### EXERCISE
Would you copy the records exactly, leaving the pictures out?
******************************
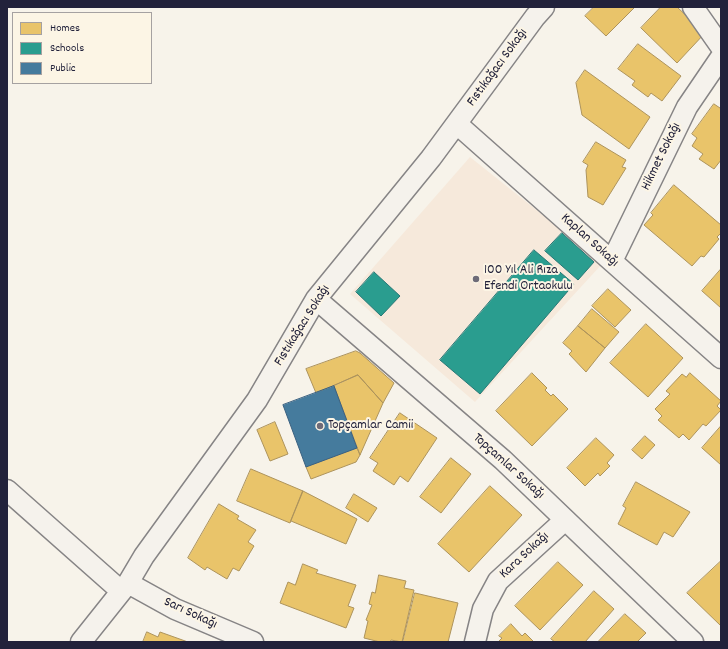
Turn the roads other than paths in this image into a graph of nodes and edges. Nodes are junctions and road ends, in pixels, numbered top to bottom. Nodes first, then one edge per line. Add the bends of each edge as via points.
1 (694, 7) edge
2 (539, 10) edge
3 (721, 47) edge
4 (721, 57) edge
5 (457, 124) junction
6 (612, 262) junction
7 (316, 299) junction
8 (721, 358) edge
9 (7, 490) edge
10 (565, 520) junction
11 (125, 587) junction
12 (80, 642) edge
13 (253, 642) edge
14 (475, 642) edge
15 (693, 642) edge

1 - 3 street
2 - 5 street, Fıstıkağacı Sokağı
4 - 6 street, Hikmet Sokağı via 687,107
5 - 6 street, Kaplan Sokağı
5 - 7 street, Fıstıkağacı Sokağı
6 - 8 street, Kaplan Sokağı
7 - 10 street, Topçamlar Sokağı via 503,460
7 - 11 street, Fıstıkağacı Sokağı via 257,400 144,556
9 - 11 street, Sarı Sokağı
10 - 14 street, Kara Sokağı via 498,581 483,609
10 - 15 street, Topçamlar Sokağı
11 - 12 street, Fıstıkağacı Sokağı
11 - 13 street, Sarı Sokağı

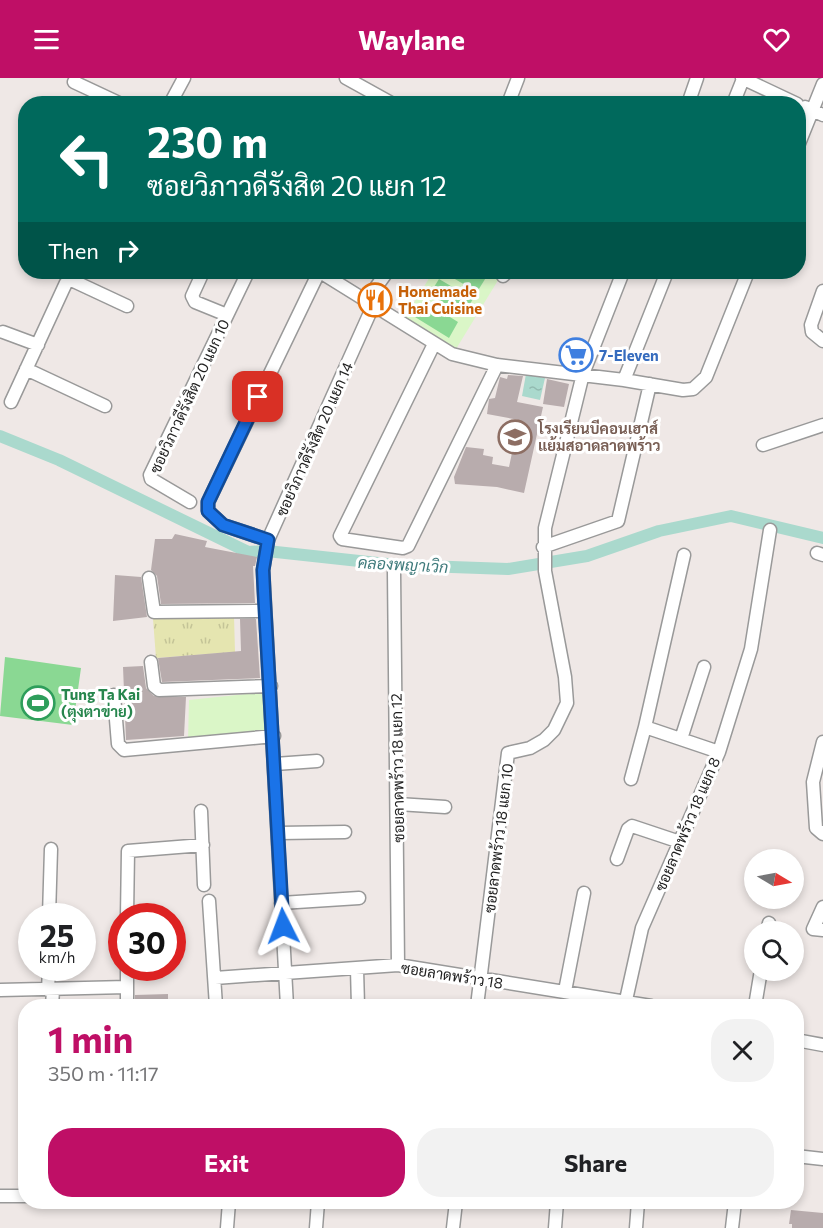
******************************
### REPLY TO THE EXERCISE
Turn the roads other than paths in this image into a graph of nodes and edges. Nodes are junctions and road ends, in pixels, numbered top to bottom. Nodes first, then one edge per line. Add the bends of each edge as via points.
1 (694, 7) edge
2 (539, 10) edge
3 (721, 47) edge
4 (721, 57) edge
5 (457, 124) junction
6 (612, 262) junction
7 (316, 299) junction
8 (721, 358) edge
9 (7, 490) edge
10 (565, 520) junction
11 (125, 587) junction
12 (80, 642) edge
13 (253, 642) edge
14 (475, 642) edge
15 (693, 642) edge

1 - 3 street
2 - 5 street, Fıstıkağacı Sokağı
4 - 6 street, Hikmet Sokağı via 687,107
5 - 6 street, Kaplan Sokağı
5 - 7 street, Fıstıkağacı Sokağı
6 - 8 street, Kaplan Sokağı
7 - 10 street, Topçamlar Sokağı via 503,460
7 - 11 street, Fıstıkağacı Sokağı via 257,400 144,556
9 - 11 street, Sarı Sokağı
10 - 14 street, Kara Sokağı via 498,581 483,609
10 - 15 street, Topçamlar Sokağı
11 - 12 street, Fıstıkağacı Sokağı
11 - 13 street, Sarı Sokağı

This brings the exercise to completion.